The Brotherhood of Locomotive Engineers and Trainmen (BLET) and the transportation division of the International Association of Sheet Metal, Air, Rail, and Transportation Workers (SMART-TD) represent 62,000 engineers and conductors or about half of all unionized rail workers are set to announce vote today, according to Reuters.
Seven of the 12 unions have voted to ratify the labor agreement with railroads, but three have voted it down, leaving BLET and SMART-TD the last to vote on the contract.
A no vote from either BLET or SMART-TD would increase the threat of a strike, pivoting the balance of power in the unions’ favor. But even if both unions agree on the deal, potential turmoil is not over because the three unions have rejected a tentative contract agreement brokered by Labor Secretary Marty Walsh in September. Unions are unhappy with railroads because they’re unwilling to adopt leave and attendance policies and paid sick days in new contracts.
Last week, the U.S. Chamber of Commerce said congressional involvement is necessary to thwart rail disruptions, warning any shutdown would be catastrophic for the economy during the holiday season.
“A rail shutdown could freeze almost 30% of U.S. cargo shipments by weight, stoke inflation, cost the American economy as much as $2 billion per day and unleash a cascade of transport woes affecting U.S. energy, agriculture, manufacturing, healthcare and retail sectors,” Reuters said.
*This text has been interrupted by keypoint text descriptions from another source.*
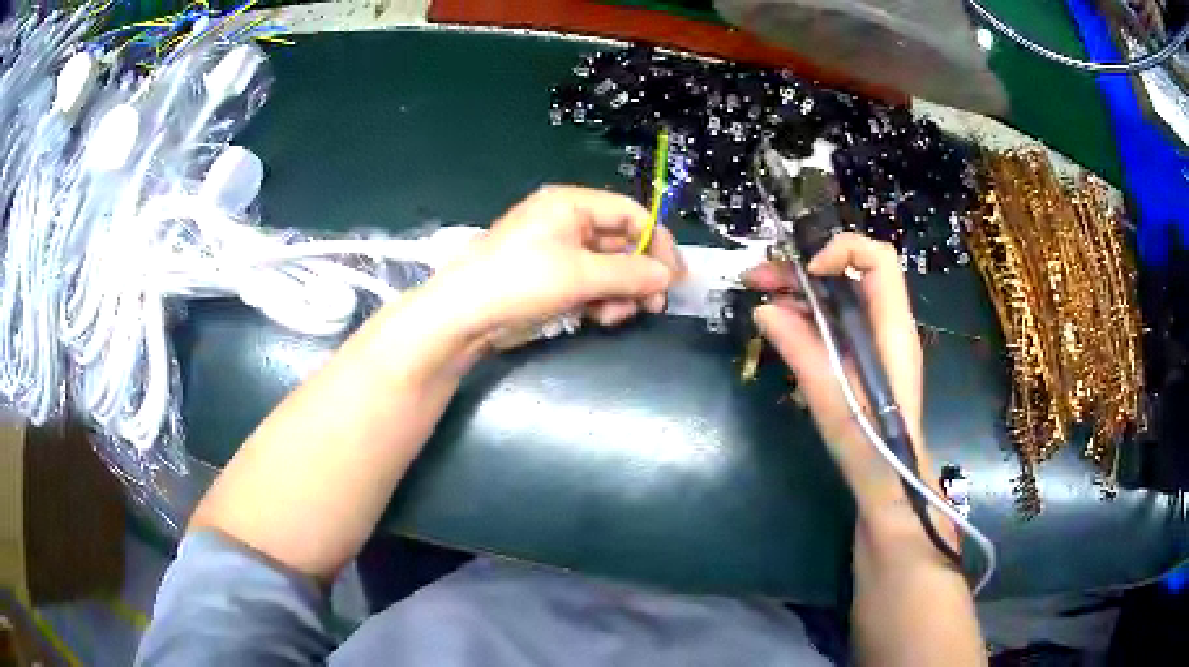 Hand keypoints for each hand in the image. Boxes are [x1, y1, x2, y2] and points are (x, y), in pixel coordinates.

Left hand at [432, 186, 684, 341]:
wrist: (465, 316)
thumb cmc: (522, 281)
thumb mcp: (581, 275)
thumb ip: (631, 273)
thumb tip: (668, 276)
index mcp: (571, 205)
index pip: (629, 213)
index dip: (657, 242)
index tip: (674, 275)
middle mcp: (567, 223)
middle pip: (620, 243)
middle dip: (639, 274)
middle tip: (655, 304)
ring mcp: (557, 252)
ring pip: (607, 269)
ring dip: (621, 292)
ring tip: (619, 315)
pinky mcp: (550, 280)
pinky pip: (589, 285)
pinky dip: (600, 301)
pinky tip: (601, 318)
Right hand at [743, 233, 924, 499]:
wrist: (887, 479)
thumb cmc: (868, 442)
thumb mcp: (830, 397)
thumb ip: (801, 349)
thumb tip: (764, 310)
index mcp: (891, 328)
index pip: (878, 259)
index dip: (842, 251)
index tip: (806, 273)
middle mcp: (887, 324)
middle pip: (850, 272)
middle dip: (803, 268)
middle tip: (757, 277)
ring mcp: (875, 339)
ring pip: (839, 294)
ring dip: (799, 290)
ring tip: (757, 294)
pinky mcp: (863, 354)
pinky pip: (835, 320)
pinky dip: (806, 314)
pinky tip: (778, 322) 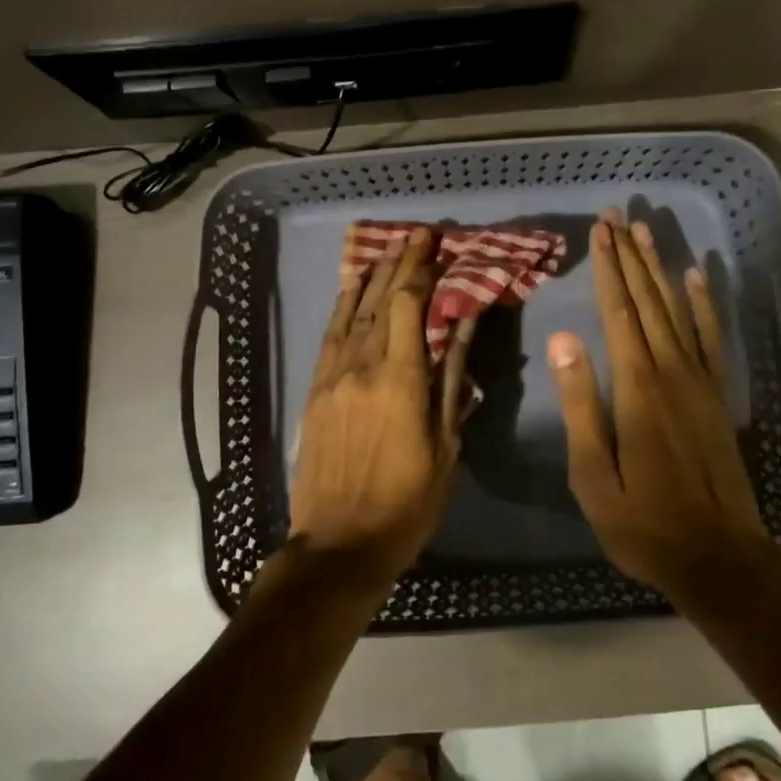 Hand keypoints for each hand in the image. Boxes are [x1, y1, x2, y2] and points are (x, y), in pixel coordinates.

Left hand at [287, 227, 474, 587]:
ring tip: (387, 250)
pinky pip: (330, 336)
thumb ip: (452, 380)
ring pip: (353, 313)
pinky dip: (343, 308)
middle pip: (381, 301)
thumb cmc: (406, 502)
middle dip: (400, 264)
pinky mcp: (315, 391)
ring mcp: (333, 377)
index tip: (435, 245)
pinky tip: (351, 290)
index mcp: (400, 380)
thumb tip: (464, 327)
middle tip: (416, 235)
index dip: (421, 271)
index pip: (409, 306)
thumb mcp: (444, 445)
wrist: (339, 544)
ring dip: (371, 278)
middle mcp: (362, 367)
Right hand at [548, 210, 774, 600]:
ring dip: (660, 269)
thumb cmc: (644, 521)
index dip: (607, 269)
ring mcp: (700, 381)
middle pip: (648, 301)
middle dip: (629, 257)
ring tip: (646, 232)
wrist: (719, 556)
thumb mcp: (594, 475)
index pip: (619, 312)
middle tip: (616, 217)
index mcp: (637, 388)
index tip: (599, 233)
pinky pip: (712, 337)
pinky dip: (705, 304)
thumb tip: (564, 341)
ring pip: (678, 310)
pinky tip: (697, 277)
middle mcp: (671, 372)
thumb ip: (580, 405)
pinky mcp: (717, 395) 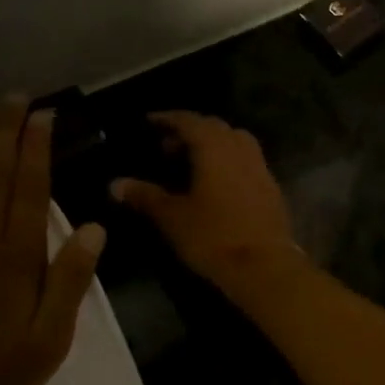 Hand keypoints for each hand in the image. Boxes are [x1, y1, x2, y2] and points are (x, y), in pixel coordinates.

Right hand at [111, 111, 305, 298]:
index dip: (167, 118)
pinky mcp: (270, 184)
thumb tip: (115, 184)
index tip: (149, 122)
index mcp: (214, 146)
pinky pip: (245, 158)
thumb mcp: (172, 217)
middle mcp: (238, 147)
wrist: (265, 266)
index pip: (188, 120)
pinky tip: (215, 182)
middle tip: (165, 147)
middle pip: (212, 126)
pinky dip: (227, 159)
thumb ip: (145, 196)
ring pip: (232, 140)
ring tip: (190, 162)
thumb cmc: (214, 236)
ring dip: (211, 143)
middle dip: (188, 131)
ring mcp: (258, 164) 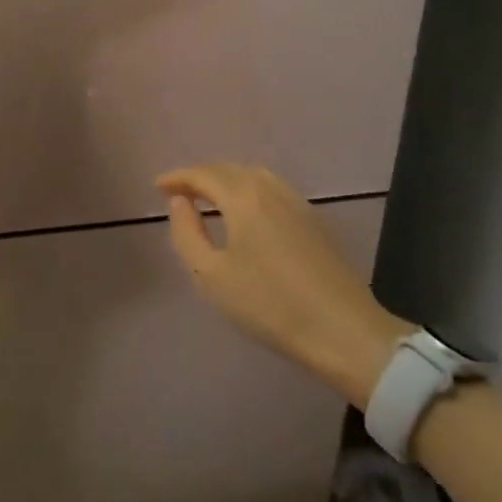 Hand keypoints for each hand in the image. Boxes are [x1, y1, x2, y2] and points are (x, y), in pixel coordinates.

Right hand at [155, 164, 408, 406]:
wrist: (343, 331)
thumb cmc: (269, 304)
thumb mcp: (211, 275)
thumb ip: (187, 233)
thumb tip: (180, 203)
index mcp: (243, 198)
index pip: (203, 174)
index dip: (177, 177)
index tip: (157, 187)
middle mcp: (270, 190)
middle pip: (229, 170)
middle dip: (201, 176)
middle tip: (179, 193)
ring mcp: (297, 203)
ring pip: (254, 176)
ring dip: (226, 180)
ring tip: (209, 198)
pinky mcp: (314, 220)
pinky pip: (272, 188)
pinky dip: (249, 189)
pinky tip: (246, 211) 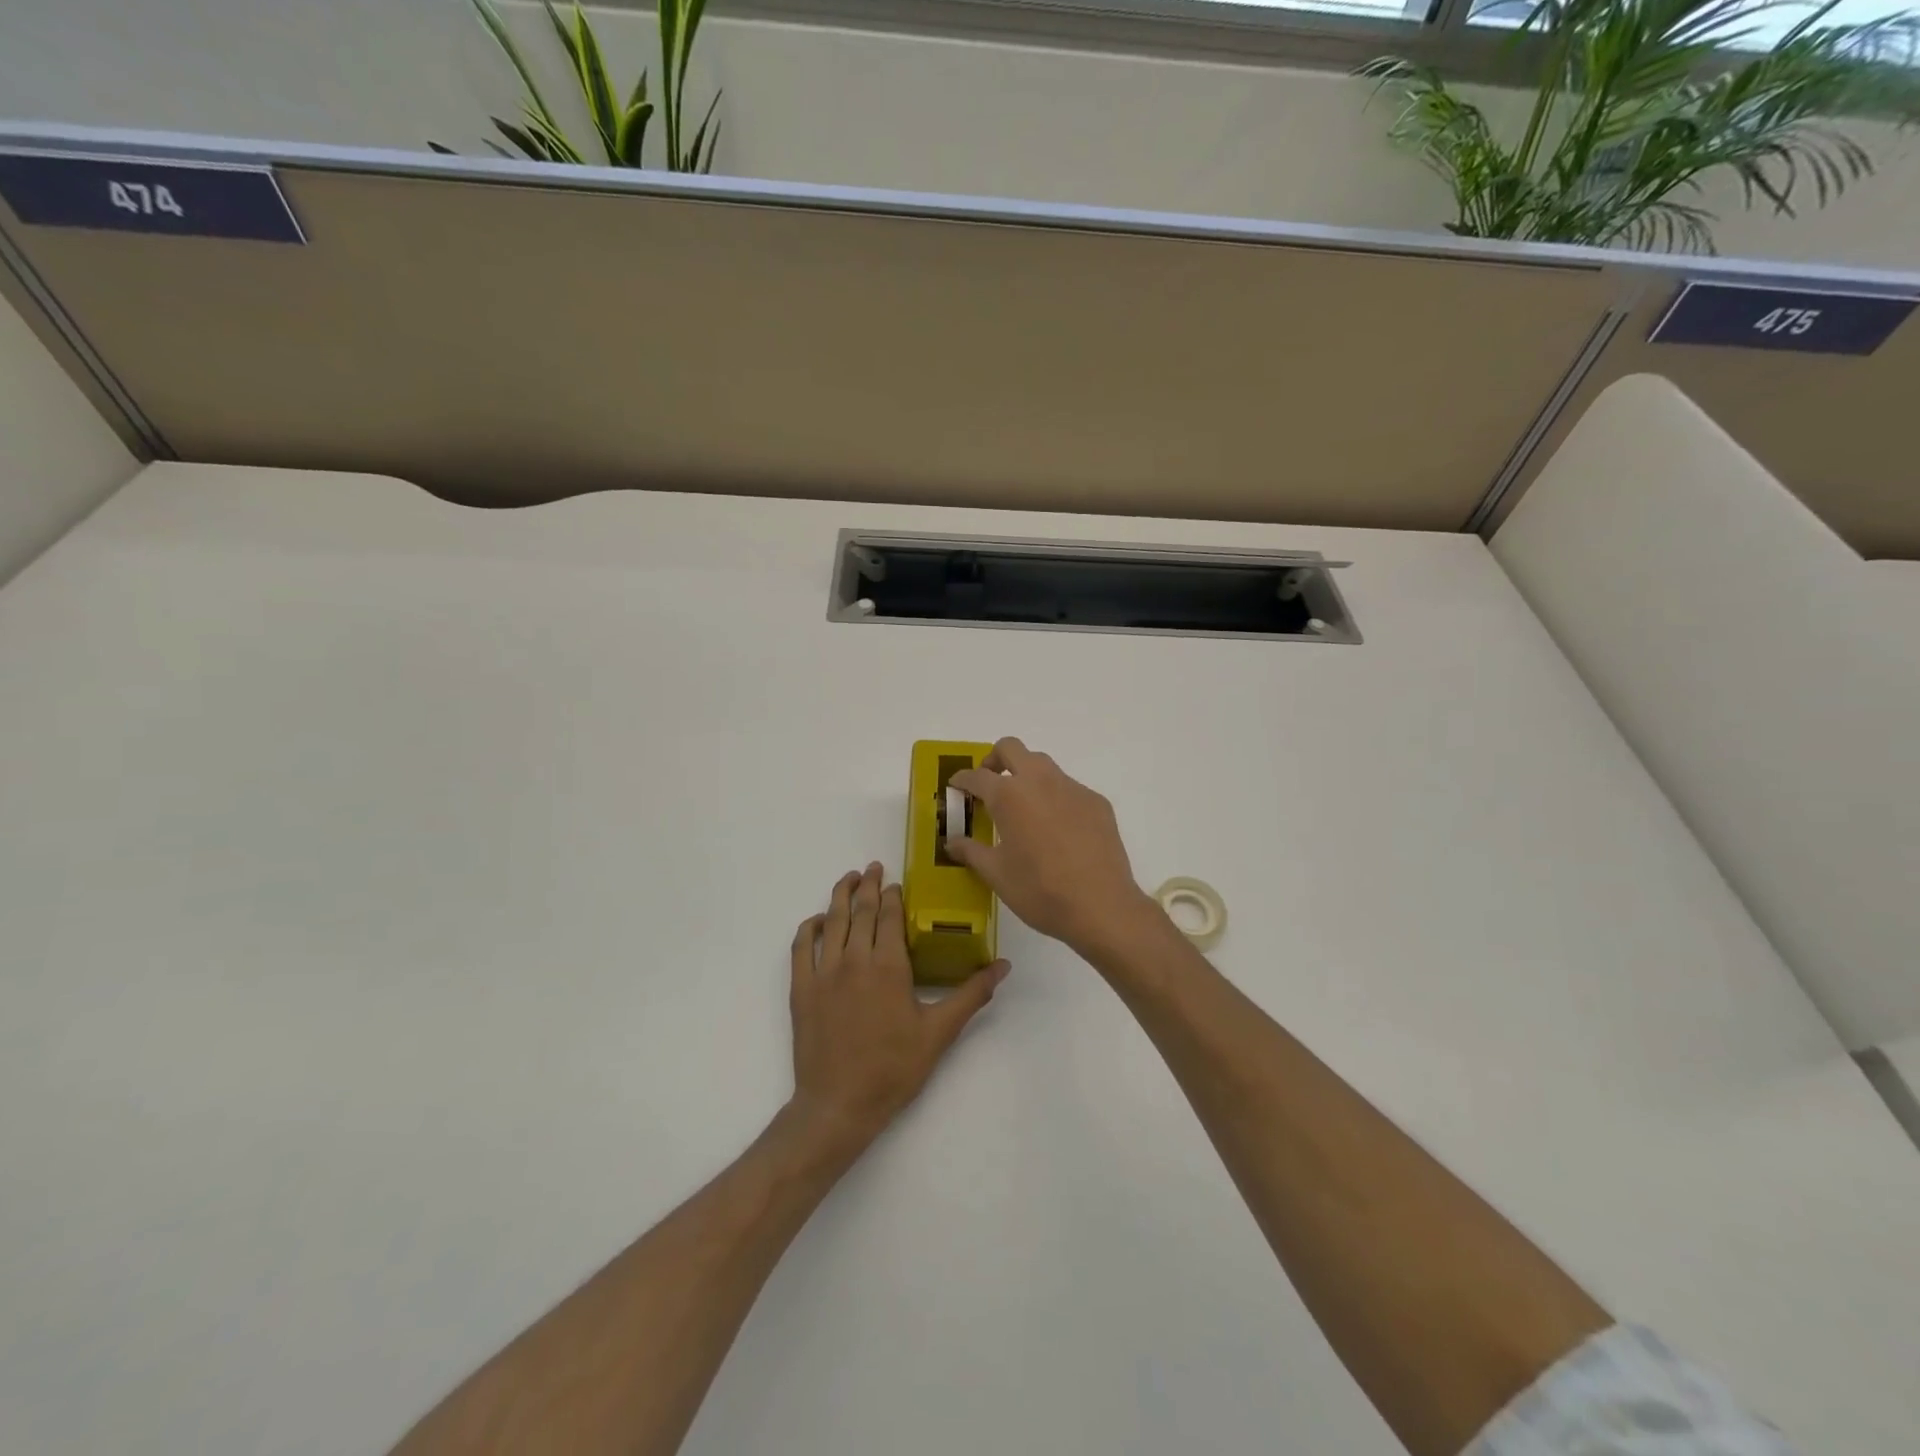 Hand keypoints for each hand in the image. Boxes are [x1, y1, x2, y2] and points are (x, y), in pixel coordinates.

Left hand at [786, 863, 1008, 1159]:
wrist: (838, 1105)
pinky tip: (818, 920)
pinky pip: (801, 946)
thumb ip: (971, 994)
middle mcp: (853, 959)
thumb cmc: (893, 1069)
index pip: (889, 916)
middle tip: (873, 867)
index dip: (892, 895)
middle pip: (860, 910)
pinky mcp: (801, 988)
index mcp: (888, 966)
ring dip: (840, 895)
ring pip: (831, 921)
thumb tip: (1002, 966)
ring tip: (849, 878)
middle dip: (868, 885)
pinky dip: (809, 927)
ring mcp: (823, 972)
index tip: (896, 882)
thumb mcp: (939, 1033)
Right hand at [947, 738, 1161, 959]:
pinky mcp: (1096, 802)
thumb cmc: (1039, 890)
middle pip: (1012, 748)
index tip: (956, 786)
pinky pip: (1068, 788)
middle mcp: (1040, 781)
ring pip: (1043, 764)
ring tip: (1022, 807)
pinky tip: (1057, 829)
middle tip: (989, 784)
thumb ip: (971, 852)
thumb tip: (952, 842)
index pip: (977, 776)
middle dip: (994, 760)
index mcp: (1009, 796)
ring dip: (1026, 775)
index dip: (962, 780)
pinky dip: (1054, 797)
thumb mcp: (997, 874)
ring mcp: (1072, 788)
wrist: (1101, 906) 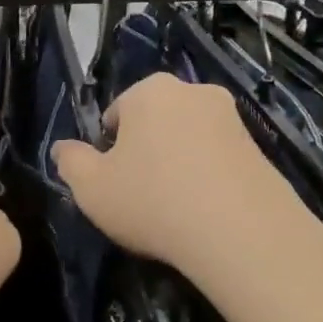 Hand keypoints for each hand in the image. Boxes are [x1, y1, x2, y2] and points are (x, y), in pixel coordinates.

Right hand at [51, 73, 311, 290]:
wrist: (241, 231)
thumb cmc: (153, 201)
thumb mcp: (92, 189)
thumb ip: (70, 162)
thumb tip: (62, 148)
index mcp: (150, 91)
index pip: (117, 114)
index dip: (110, 150)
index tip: (115, 184)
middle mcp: (193, 90)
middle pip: (156, 121)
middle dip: (147, 151)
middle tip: (144, 196)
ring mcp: (231, 117)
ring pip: (189, 139)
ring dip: (180, 163)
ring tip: (178, 208)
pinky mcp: (260, 146)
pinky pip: (219, 158)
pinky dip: (209, 177)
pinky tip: (207, 211) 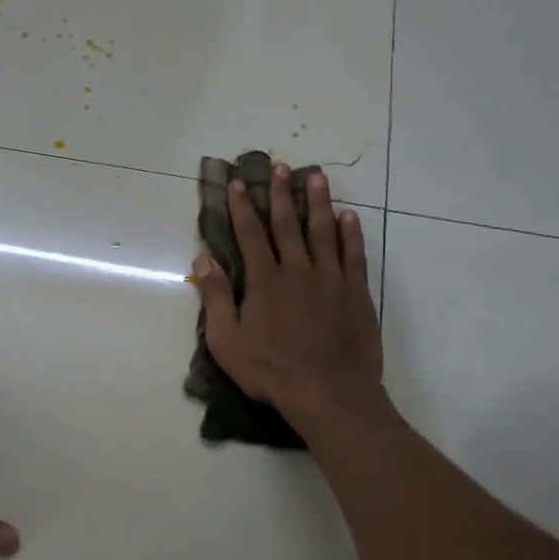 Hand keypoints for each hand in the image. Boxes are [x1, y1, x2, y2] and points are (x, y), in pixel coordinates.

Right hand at [192, 166, 383, 425]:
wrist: (329, 393)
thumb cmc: (271, 371)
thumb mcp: (228, 341)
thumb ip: (217, 298)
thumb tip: (203, 260)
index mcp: (265, 281)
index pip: (250, 235)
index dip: (243, 207)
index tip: (239, 182)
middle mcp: (298, 270)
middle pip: (288, 224)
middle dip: (282, 194)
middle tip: (281, 166)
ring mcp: (331, 279)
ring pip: (323, 231)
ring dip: (319, 202)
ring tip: (317, 176)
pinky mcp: (356, 293)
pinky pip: (353, 255)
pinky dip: (350, 234)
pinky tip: (348, 217) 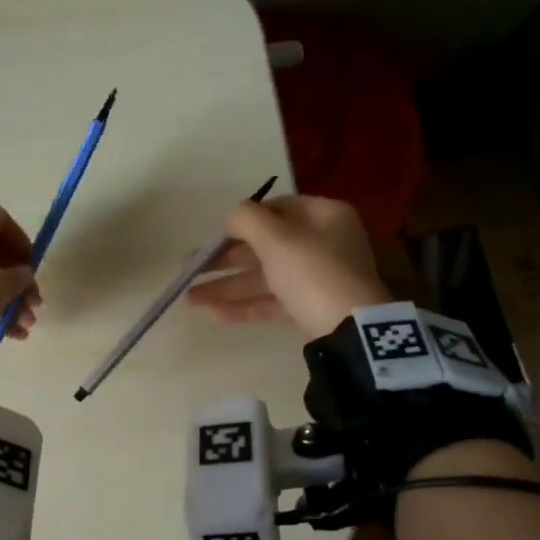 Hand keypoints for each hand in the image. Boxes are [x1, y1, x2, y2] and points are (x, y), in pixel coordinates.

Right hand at [187, 195, 390, 338]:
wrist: (350, 330)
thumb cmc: (312, 272)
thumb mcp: (276, 238)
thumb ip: (247, 219)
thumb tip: (232, 216)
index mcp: (323, 216)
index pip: (277, 209)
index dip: (242, 220)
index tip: (214, 236)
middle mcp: (323, 243)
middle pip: (265, 246)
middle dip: (225, 260)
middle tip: (190, 269)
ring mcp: (317, 279)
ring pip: (264, 277)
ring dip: (227, 286)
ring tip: (190, 299)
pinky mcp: (310, 309)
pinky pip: (272, 301)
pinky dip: (245, 305)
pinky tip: (215, 313) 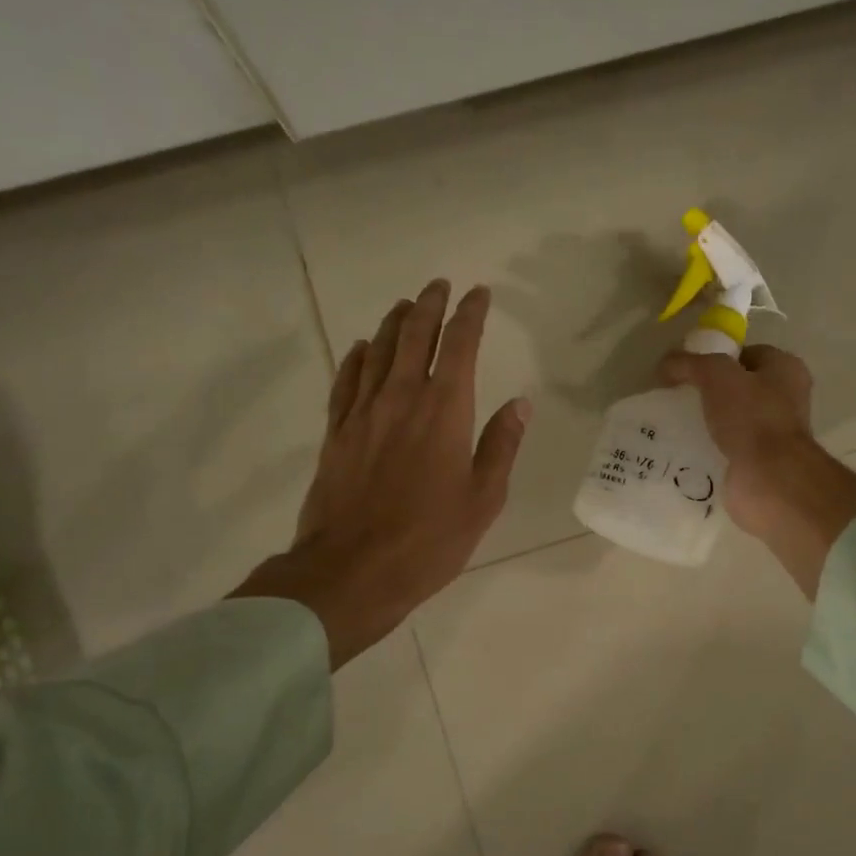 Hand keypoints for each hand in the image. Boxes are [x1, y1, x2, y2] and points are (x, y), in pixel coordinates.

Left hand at [235, 280, 529, 667]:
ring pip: (378, 352)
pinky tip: (362, 348)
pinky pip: (345, 382)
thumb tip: (520, 403)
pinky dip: (356, 358)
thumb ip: (500, 446)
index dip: (470, 315)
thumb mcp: (483, 499)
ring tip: (404, 305)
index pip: (460, 346)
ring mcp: (363, 413)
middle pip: (414, 337)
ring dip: (394, 323)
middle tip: (438, 285)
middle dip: (429, 306)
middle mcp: (401, 399)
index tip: (478, 294)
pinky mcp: (336, 433)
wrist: (351, 571)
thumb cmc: (429, 540)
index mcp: (444, 411)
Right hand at [658, 345, 855, 596]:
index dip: (716, 356)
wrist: (769, 481)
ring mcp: (773, 435)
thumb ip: (689, 363)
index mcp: (786, 370)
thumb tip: (666, 364)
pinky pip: (726, 449)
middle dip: (707, 392)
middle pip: (738, 388)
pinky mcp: (757, 464)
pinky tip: (682, 449)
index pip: (747, 354)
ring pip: (730, 420)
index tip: (687, 369)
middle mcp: (785, 400)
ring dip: (705, 422)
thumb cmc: (752, 418)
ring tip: (673, 424)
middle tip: (677, 397)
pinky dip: (707, 449)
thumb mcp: (716, 375)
In September, the Biden administration helped avert a rail strike with last-minute contract talks between rail companies and unions at the Labor Department. If a strike does unfold, which the earliest would be as soon as Dec. 5 after the first cooling-off period ends for the unions, then all the progress in the supply chain easing since summer could evaporate overnight.
The New York Fed supply chain pressure index has reverted nearly to “normal” levels following the pandemic spike. Transportation pressures have subsided as prices for shipping containers on cargo ships to trucking rates have all slid in the back half of the year as the Federal Reserve’s most aggressive interest rate hikes in four decades cool the demand side of the economy.
“Look, what a terrible Christmas gift that would be to give to the American people at this point. Right before Christmas, shutting down our supply chain,” Rep. Rick Crawford (R-Ark.), the top Republican on the House subcommittee that governs railroads, told POLITICO.
Crawford added: “So we’ve got something prepared if necessary, but I’m hoping it’s not necessary.”